Dataset entries:
......

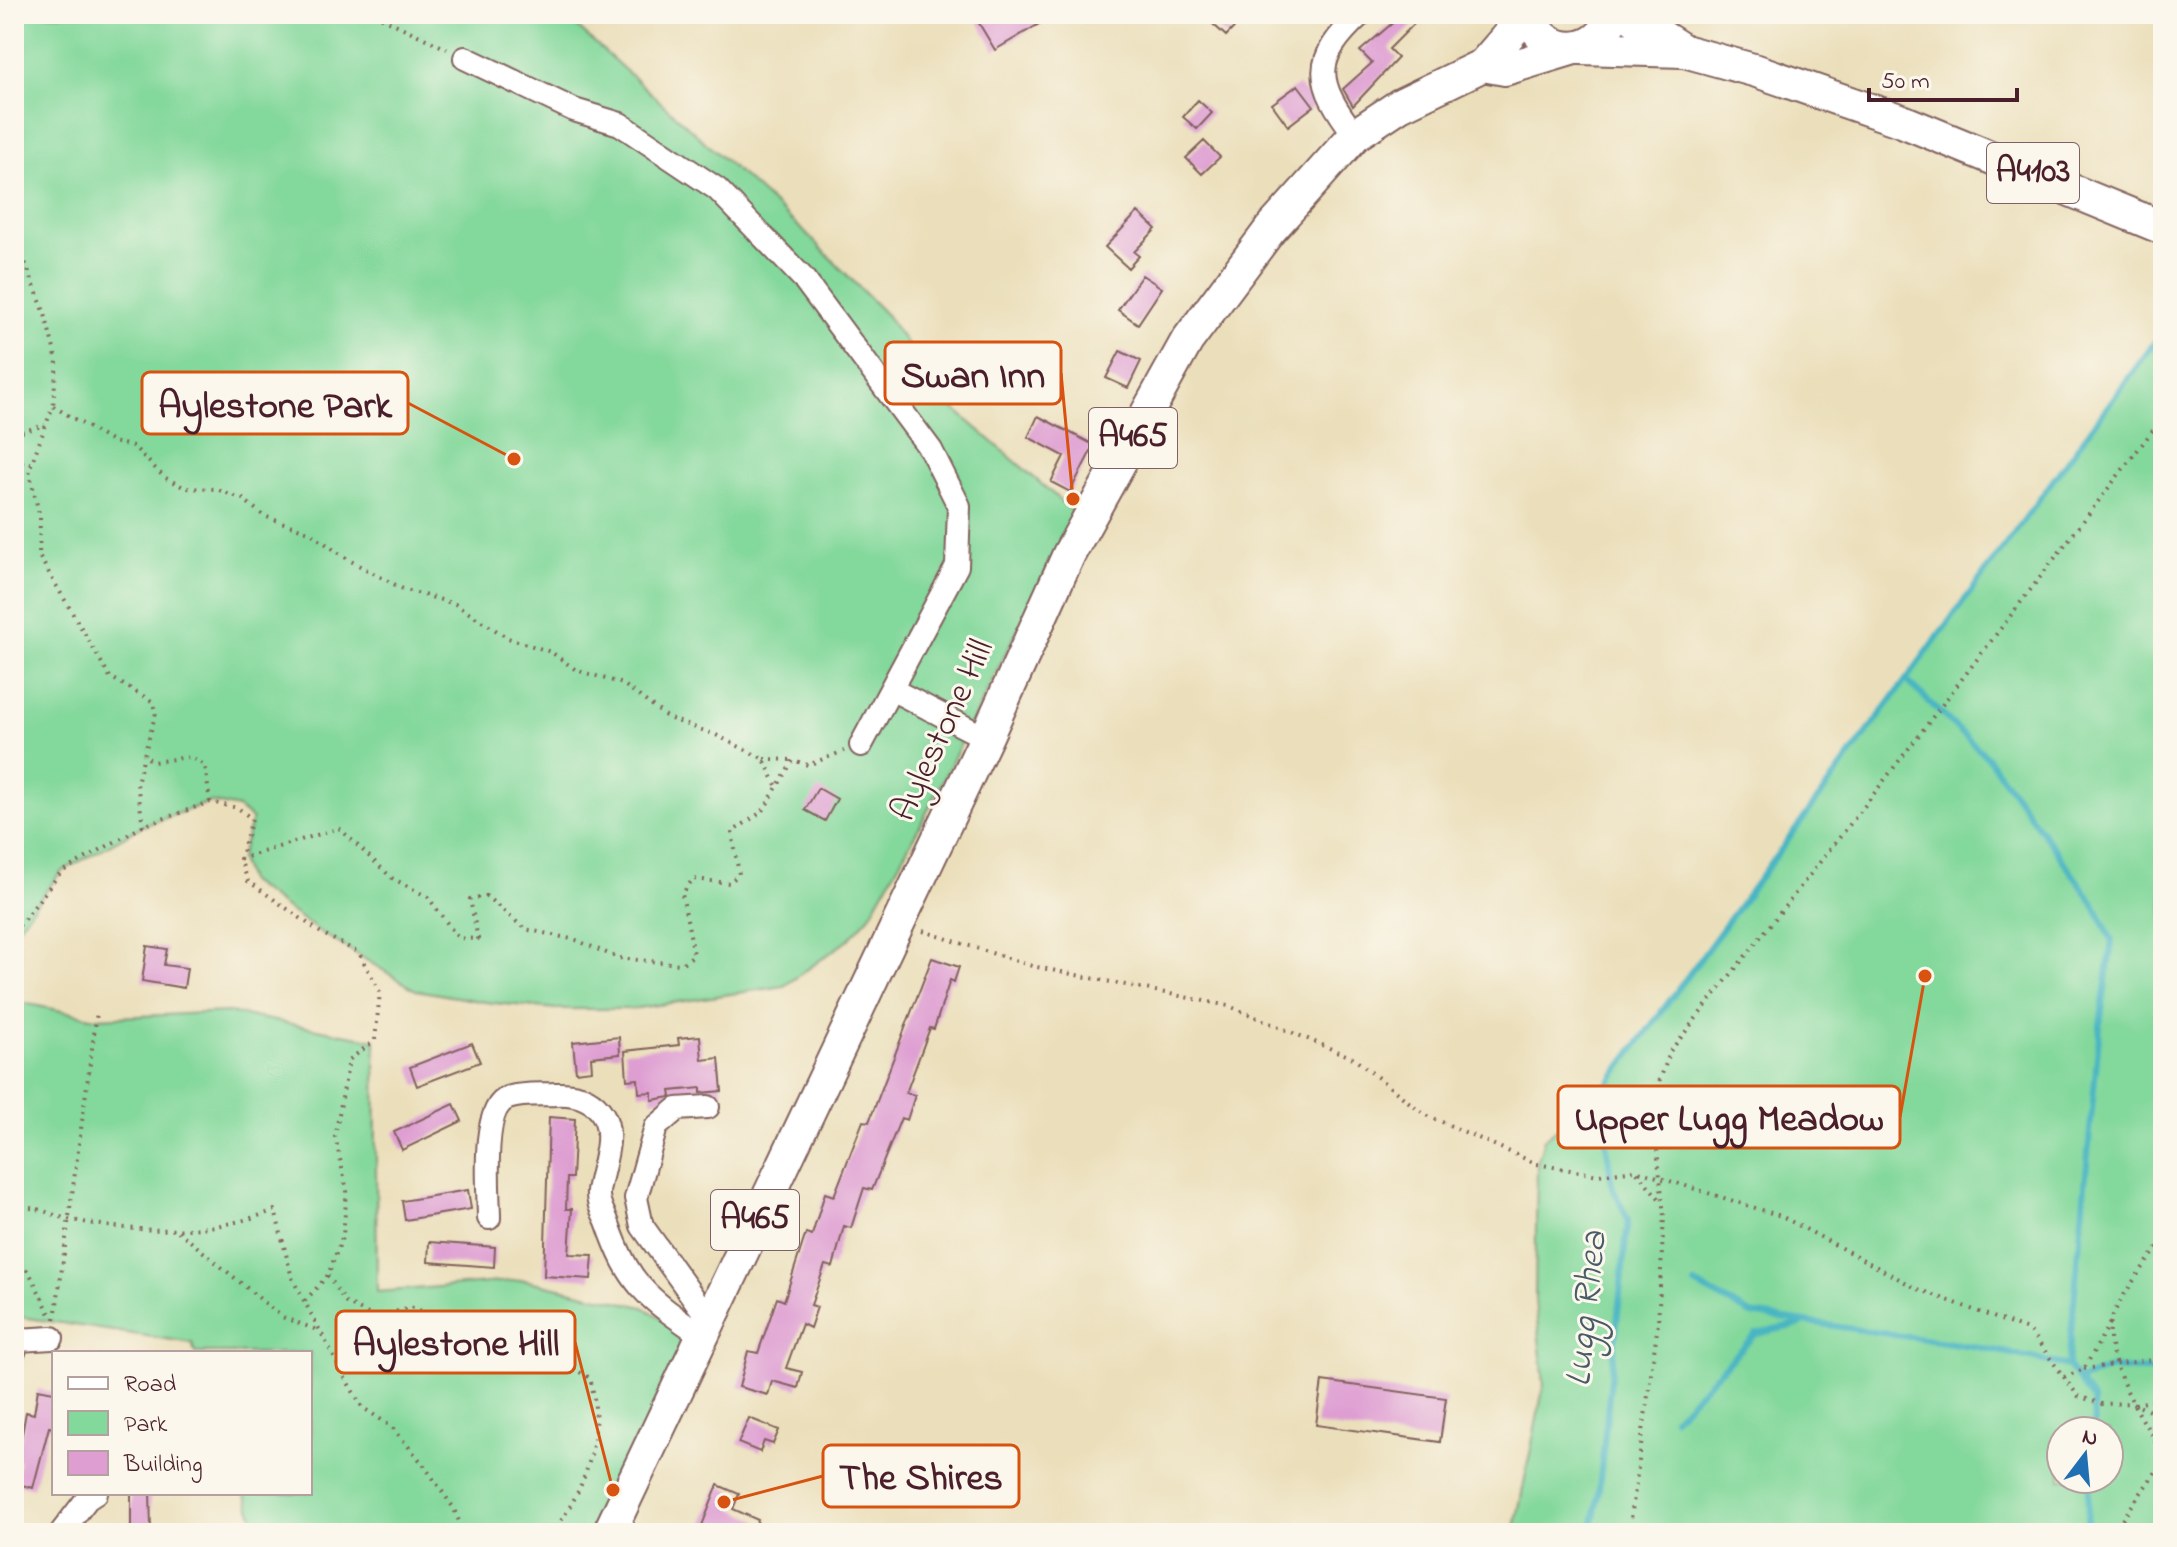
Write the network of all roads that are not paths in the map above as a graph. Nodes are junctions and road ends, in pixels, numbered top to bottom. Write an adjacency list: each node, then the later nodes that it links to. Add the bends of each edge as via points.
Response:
1 (1361, 14): 9 (street, via 1335,38 1325,57 1325,85)
2 (1528, 14): 5 (highway, A4103, via 1548,42); 8 (highway, Aylestone Hill / A465)
3 (1613, 14): 5 (highway, via 1601,37)
4 (1627, 14): 6 (highway, A4103)
5 (1576, 49): 6 (highway, A4103); 8 (highway, Aylestone Hill / A465, via 1505,69)
6 (1684, 51): 10 (highway, A4103, via 1902,121)
7 (465, 58): 11 (street, via 574,110 620,124 717,189 803,278 931,450 959,506 957,566)
8 (1483, 65): 9 (highway, Aylestone Hill / A465, via 1400,105)
9 (1355, 135): 12 (highway, Aylestone Hill / A465, via 1270,230 1187,341 1069,554)
10 (2163, 228)
11 (891, 689): 12 (street); 13 (street)
12 (986, 738): 16 (highway, Aylestone Hill / A465)
13 (861, 745)
14 (708, 1107): 16 (street, via 677,1109 656,1127 636,1198 642,1226)
15 (489, 1218): 16 (street, via 489,1127 497,1107 507,1098 530,1096 571,1093 590,1100 604,1117 608,1142 598,1197 619,1258 649,1299)
16 (704, 1326): 21 (highway, Aylestone Hill / A465)
17 (53, 1330): 18 (street, via 18,1340)
18 (14, 1352)
19 (93, 1495): 20 (street)
20 (61, 1533)
21 (609, 1533)

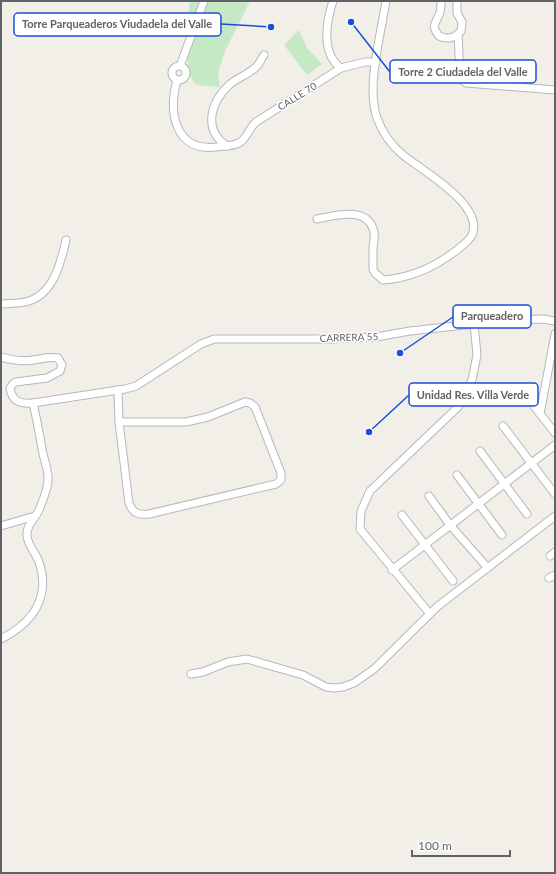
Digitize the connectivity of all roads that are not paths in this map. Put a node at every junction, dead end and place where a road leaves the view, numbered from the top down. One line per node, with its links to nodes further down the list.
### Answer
1 (204, 1): 11 (street)
2 (333, 1): 9 (street)
3 (386, 1): 8 (street)
4 (441, 1): 6 (street)
5 (457, 1): 6 (street)
6 (458, 34): 10 (street)
7 (264, 55): 11 (street)
8 (376, 62): 9 (street, CALLE 70); 12 (street)
9 (341, 68): 11 (street, CALLE 70)
10 (555, 90)
11 (227, 146)
12 (317, 219)
13 (66, 240): 14 (street)
14 (1, 304)
15 (555, 321): 16 (street, CARRERA 55)
16 (474, 324): 19 (street, CARRERA 55); 43 (street)
17 (555, 334): 22 (street)
18 (1, 357): 20 (street)
19 (118, 390): 20 (street); 23 (street)
20 (33, 403): 36 (street)
21 (534, 406): 22 (street)
22 (540, 414): 25 (street)
23 (119, 422): 23 (street)
24 (503, 426): 28 (street)
25 (555, 433)
26 (555, 445): 28 (street)
27 (480, 450): 30 (street)
28 (531, 463): 30 (street); 31 (street)
29 (457, 475): 33 (street)
30 (505, 484): 33 (street); 34 (street)
31 (555, 494)
32 (429, 496): 38 (street)
33 (479, 504): 38 (street); 40 (street)
34 (527, 514)
35 (402, 515): 41 (street)
36 (35, 516): 39 (street); 46 (street)
37 (555, 516): 42 (street)
38 (450, 525): 41 (street); 42 (street)
39 (1, 526)
40 (502, 535)
41 (425, 545): 43 (street); 44 (street)
42 (487, 567): 45 (street)
43 (392, 570): 45 (street)
44 (454, 581)
45 (430, 614): 47 (street)
46 (1, 639)
47 (191, 674)

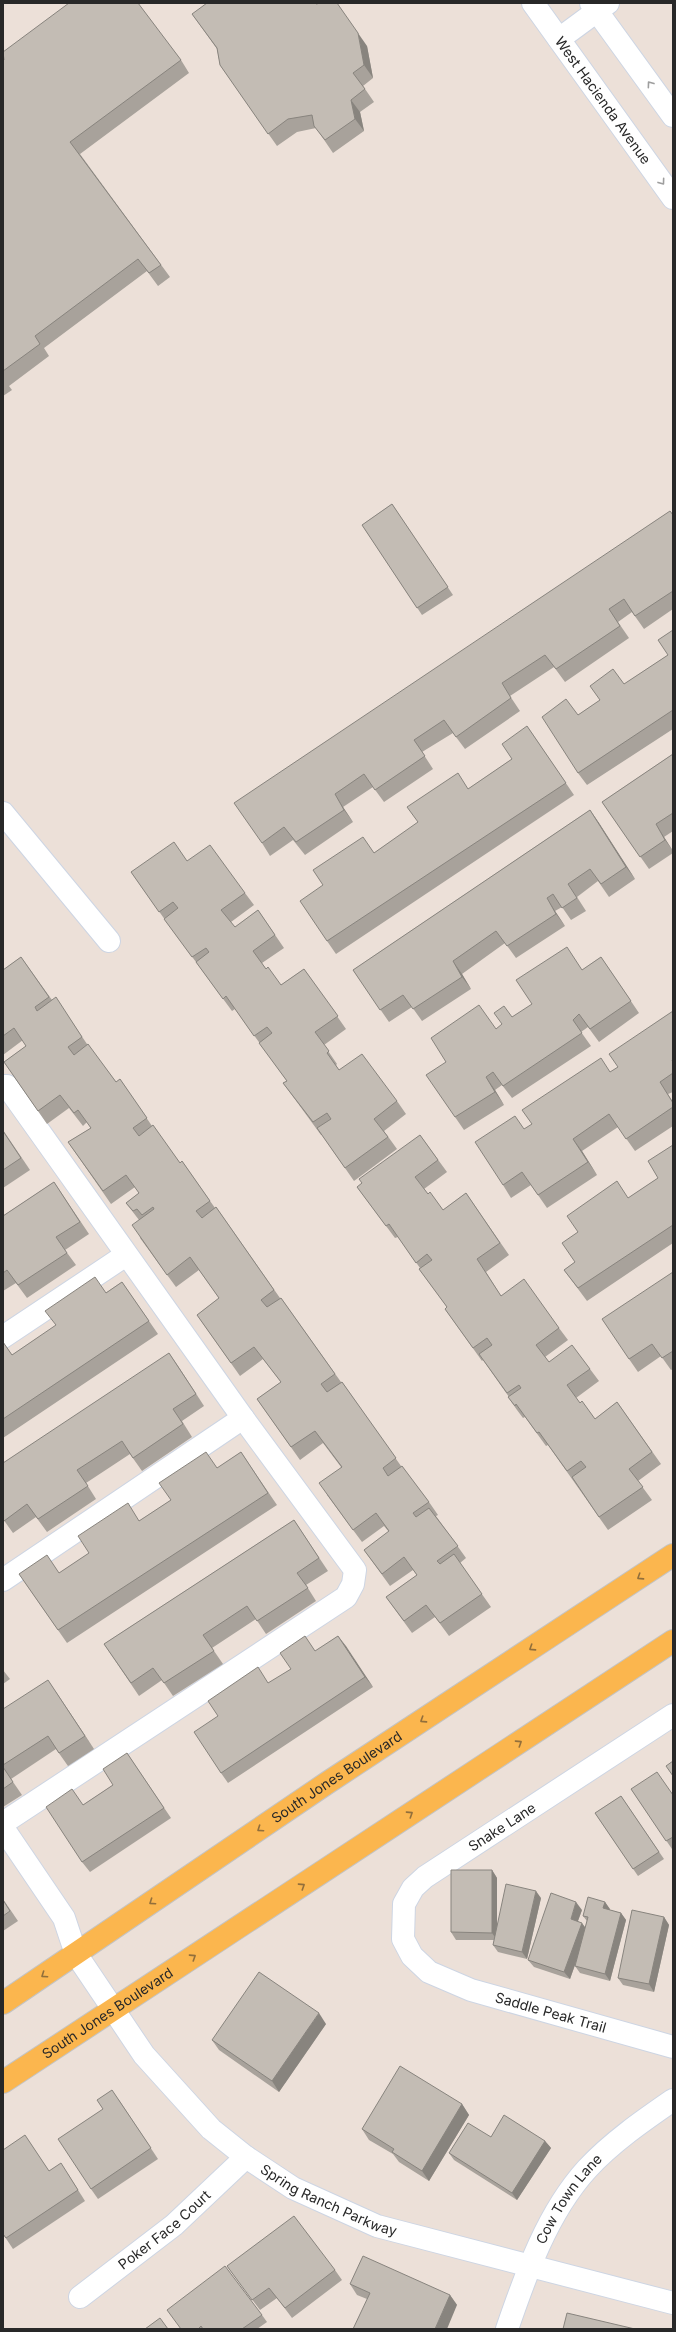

......

HOW TO COMPLETE THIS TASK:
From the first line to the last, repeat the records above exactly, leaving out the pictures.

SOLVED PROBLEM:
Write the network of all roads that are not paths in the map above as a graph. Nodes are junctions and road ends, in pixels, numbered top to bottom. Write an adjacency list: each node, then the later nodes that it links to. Add the bends of each edge as via points.
Response:
1 (1361, 14): 9 (street, via 1335,38 1325,57 1325,85)
2 (1528, 14): 5 (highway, A4103, via 1548,42); 8 (highway, Aylestone Hill / A465)
3 (1613, 14): 5 (highway, via 1601,37)
4 (1627, 14): 6 (highway, A4103)
5 (1576, 49): 6 (highway, A4103); 8 (highway, Aylestone Hill / A465, via 1505,69)
6 (1684, 51): 10 (highway, A4103, via 1902,121)
7 (465, 58): 11 (street, via 574,110 620,124 717,189 803,278 931,450 959,506 957,566)
8 (1483, 65): 9 (highway, Aylestone Hill / A465, via 1400,105)
9 (1355, 135): 12 (highway, Aylestone Hill / A465, via 1270,230 1187,341 1069,554)
10 (2163, 228)
11 (891, 689): 12 (street); 13 (street)
12 (986, 738): 16 (highway, Aylestone Hill / A465)
13 (861, 745)
14 (708, 1107): 16 (street, via 677,1109 656,1127 636,1198 642,1226)
15 (489, 1218): 16 (street, via 489,1127 497,1107 507,1098 530,1096 571,1093 590,1100 604,1117 608,1142 598,1197 619,1258 649,1299)
16 (704, 1326): 21 (highway, Aylestone Hill / A465)
17 (53, 1330): 18 (street, via 18,1340)
18 (14, 1352)
19 (93, 1495): 20 (street)
20 (61, 1533)
21 (609, 1533)

Digitize the connectivity of all roads that are not paths in this map. Put a node at every junction, dead end and place where a road leaves the view, numbered from the top down. One line per node, with its links to nodes further down the list.
### Answer
1 (204, 1): 11 (street)
2 (333, 1): 9 (street)
3 (386, 1): 8 (street)
4 (441, 1): 6 (street)
5 (457, 1): 6 (street)
6 (458, 34): 10 (street)
7 (264, 55): 11 (street)
8 (376, 62): 9 (street, CALLE 70); 12 (street)
9 (341, 68): 11 (street, CALLE 70)
10 (555, 90)
11 (227, 146)
12 (317, 219)
13 (66, 240): 14 (street)
14 (1, 304)
15 (555, 321): 16 (street, CARRERA 55)
16 (474, 324): 19 (street, CARRERA 55); 43 (street)
17 (555, 334): 22 (street)
18 (1, 357): 20 (street)
19 (118, 390): 20 (street); 23 (street)
20 (33, 403): 36 (street)
21 (534, 406): 22 (street)
22 (540, 414): 25 (street)
23 (119, 422): 23 (street)
24 (503, 426): 28 (street)
25 (555, 433)
26 (555, 445): 28 (street)
27 (480, 450): 30 (street)
28 (531, 463): 30 (street); 31 (street)
29 (457, 475): 33 (street)
30 (505, 484): 33 (street); 34 (street)
31 (555, 494)
32 (429, 496): 38 (street)
33 (479, 504): 38 (street); 40 (street)
34 (527, 514)
35 (402, 515): 41 (street)
36 (35, 516): 39 (street); 46 (street)
37 (555, 516): 42 (street)
38 (450, 525): 41 (street); 42 (street)
39 (1, 526)
40 (502, 535)
41 (425, 545): 43 (street); 44 (street)
42 (487, 567): 45 (street)
43 (392, 570): 45 (street)
44 (454, 581)
45 (430, 614): 47 (street)
46 (1, 639)
47 (191, 674)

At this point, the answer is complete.